This release provides new Improved language packs for all Speechmatics' 31 commercially available languages with each language now contain a standard and enhanced model. The standard is the default model with the same or slightly improved accuracy before. The enhanced model is more accurate for all languages, and must be explicitly requested in the configuration. The enhanced model requires more compute resources to run and specific hardware. Please see in the quick start guide our recommendations for running the enhanced model.
It is now necessary to use processors that support Advanced Vector Extensions 2 (AVX2) when running the container in order to take advantage of latest performance optimisations.
It is also recommended when using the enhanced model to use hardware that supports the AVX512_VNNI flag for optimal processing performance. For more information please see the quick start guide.

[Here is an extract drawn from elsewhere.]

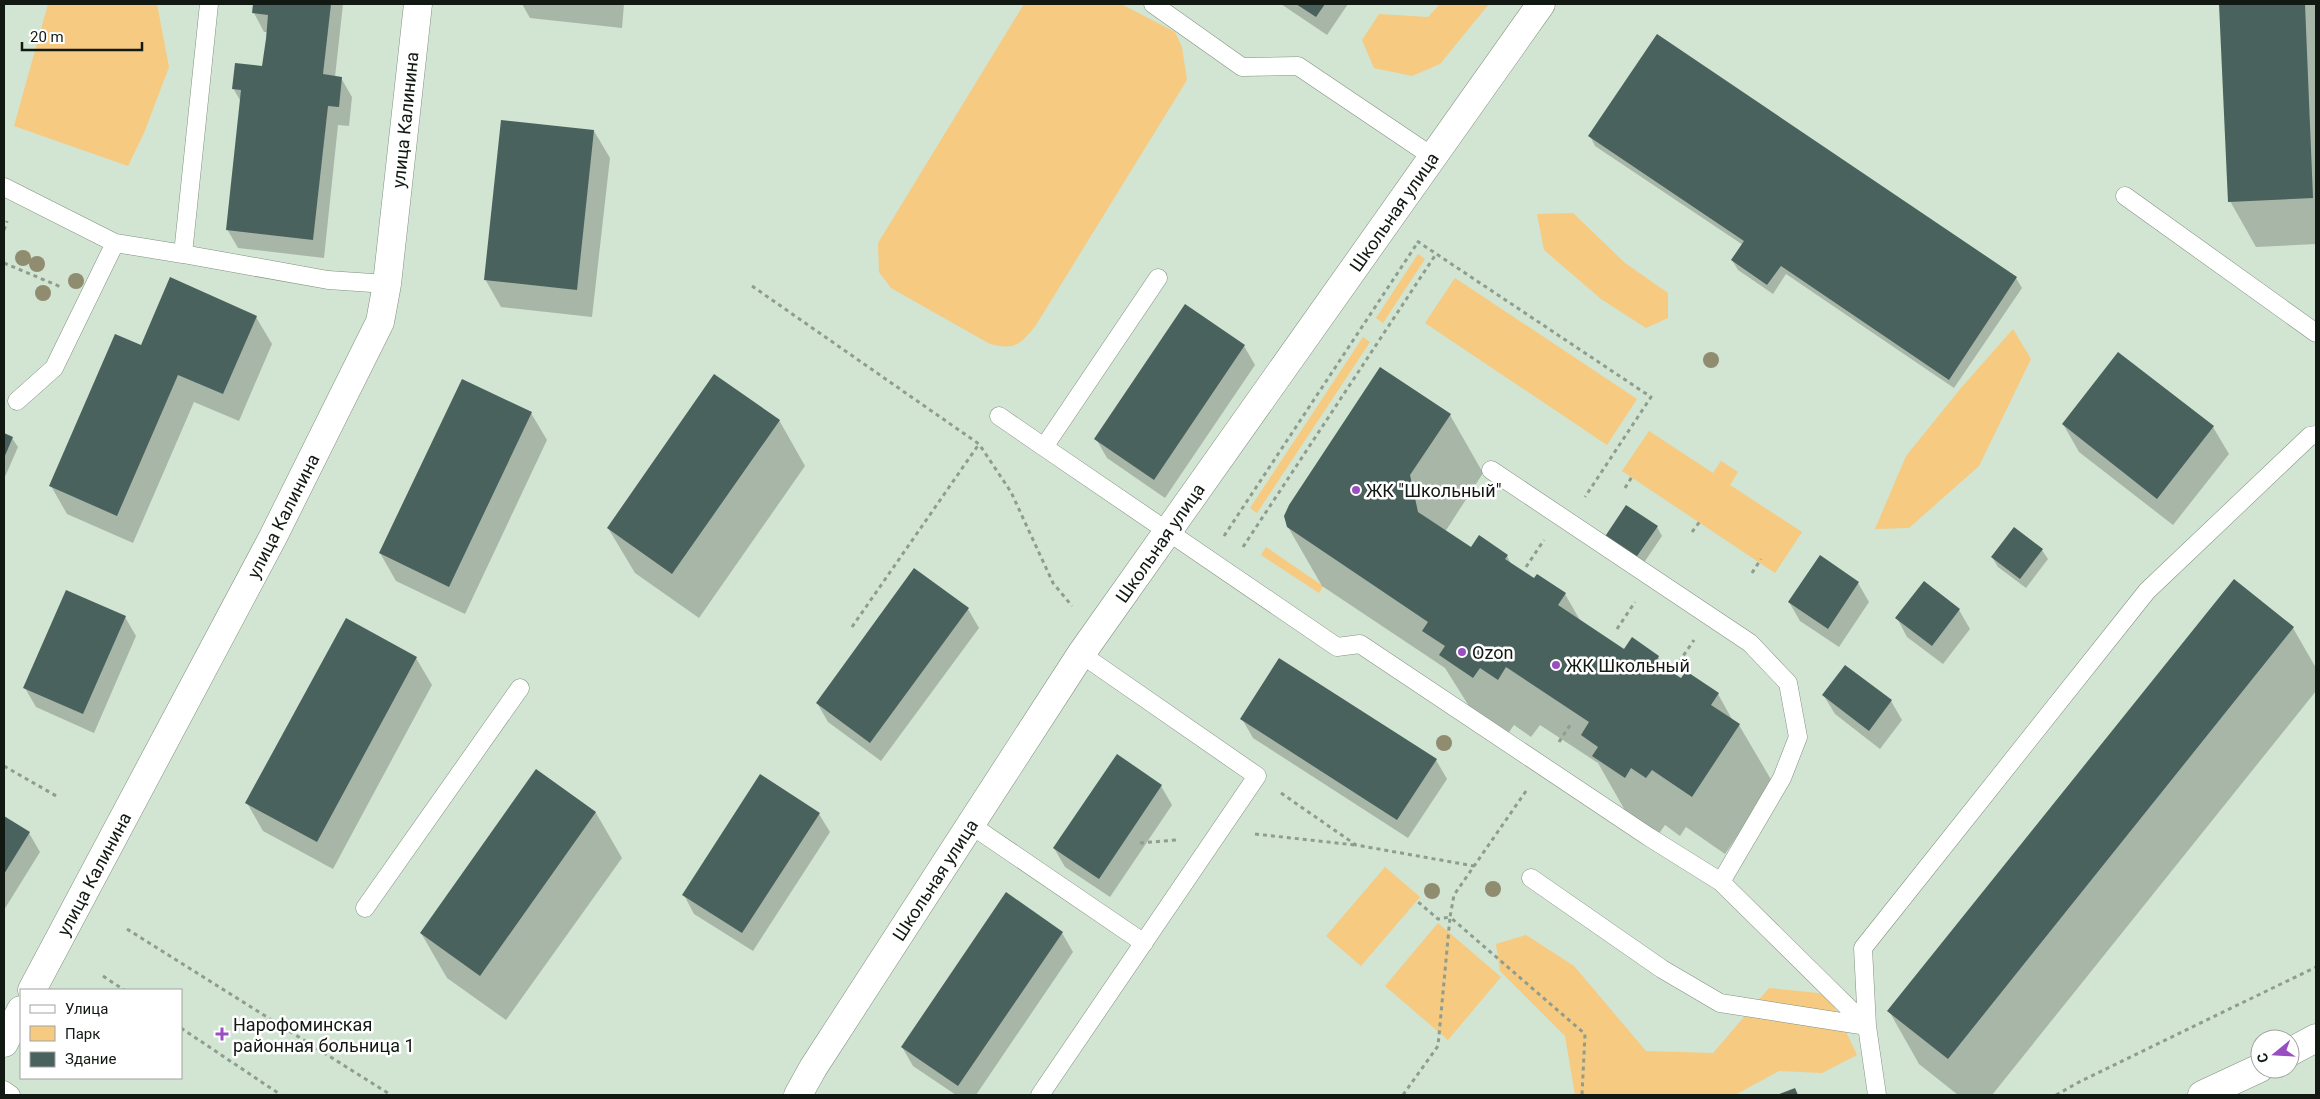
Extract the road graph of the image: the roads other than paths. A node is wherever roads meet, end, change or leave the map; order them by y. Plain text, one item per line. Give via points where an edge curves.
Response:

The following are known issues in this release:
Issue ID | Summary | Detailed Description and Possible Workarounds |
---|---|---|
REQ-10634 | Putting "-" as an item in additional vocab configuration will cause the container to fail | Do not enter just a "-" on its own in Custom Dictionary either as an additional vocab item or in the sounds_like property . Hyphens are still supported when entered as part of phrases or words |
REQ-13240 | Chinese (cmn) container crashes occasionally when using certain additional vocabulary | Do not use whitespace characters in additional vocabulary sounds_like |
REQ-16256 | Audio Swapping between 8kHz and 16kHz causes memory leak | Repeatedly audio swapping between 8kHz and 16kHz files can cause an increase in memory over very long periods that causes the container to crash. If memory usage in this scenario becomes excessive it is recommended to restart the container |
REQ-17771 | Wide-space Unicode characters in Custom Dictionary cause a jobs to fail | This is now fixed and wide-spaced characters should be accepted |
REQ-20261 | The Japanese language pack may output fewer punctuation marks in certain scenarios | In some cases, users may see a decreased output in punctuation marks when transcribing in Japanese. Adjusting punctuation sensitivity sessions may improve output |
The following is a list of any resolved issues within this release
The following issues are addressed since the previous release:
Issue ID | Summary | Resolution Description |
---|---|---|
REQ-11135 | Unwanted hesitations in transcripts. | For the English language pack Speechmatics now tags hesitation words ('umm') with a metadata tag of "disfluency". Users can use this tag for post-processing to filter or analyze such words. This work does not make disfluencies better or more poorly recognised in transcript output |
REQ-11136 | Transcripts are direct written to the Real-time Virtual Appliance and Container logs | Transcripts are no longer written directly to the logs or persisted to disk, even temporarily, for security reasons. |
REQ-14795 | Configuration information was not written to logs in StartRecognitionMessage | Transcription Configuration information is now logged as part of th StartRecognitionMessage. Individual custom dictionary entries are redacted |
REQ-15515 | Internal buffer limit of 500 AddAudio messages/10 seconds of audio | The Container now has a buffer. If you are sending audio faster than real-time and send more than 500 AddAudio messages of 10 seconds of Audio you will not receive an audioAdded response until there is capacity again. Please ensure your client connection is resilient to avoid audio being dropped |
These are the General Availability (GA) release notes for the Real-time ASR container images. Following languages are supported:
Container images are labelled using the following scheme, where language codes adhere the ISO-639 standard:
rt-asr-transcriber-<language>:<version>
For example,
rt-asr-transcriber-en:1.4.0
Docker 17.06.0+
Pull the container image from the Speechmatics Docker registry.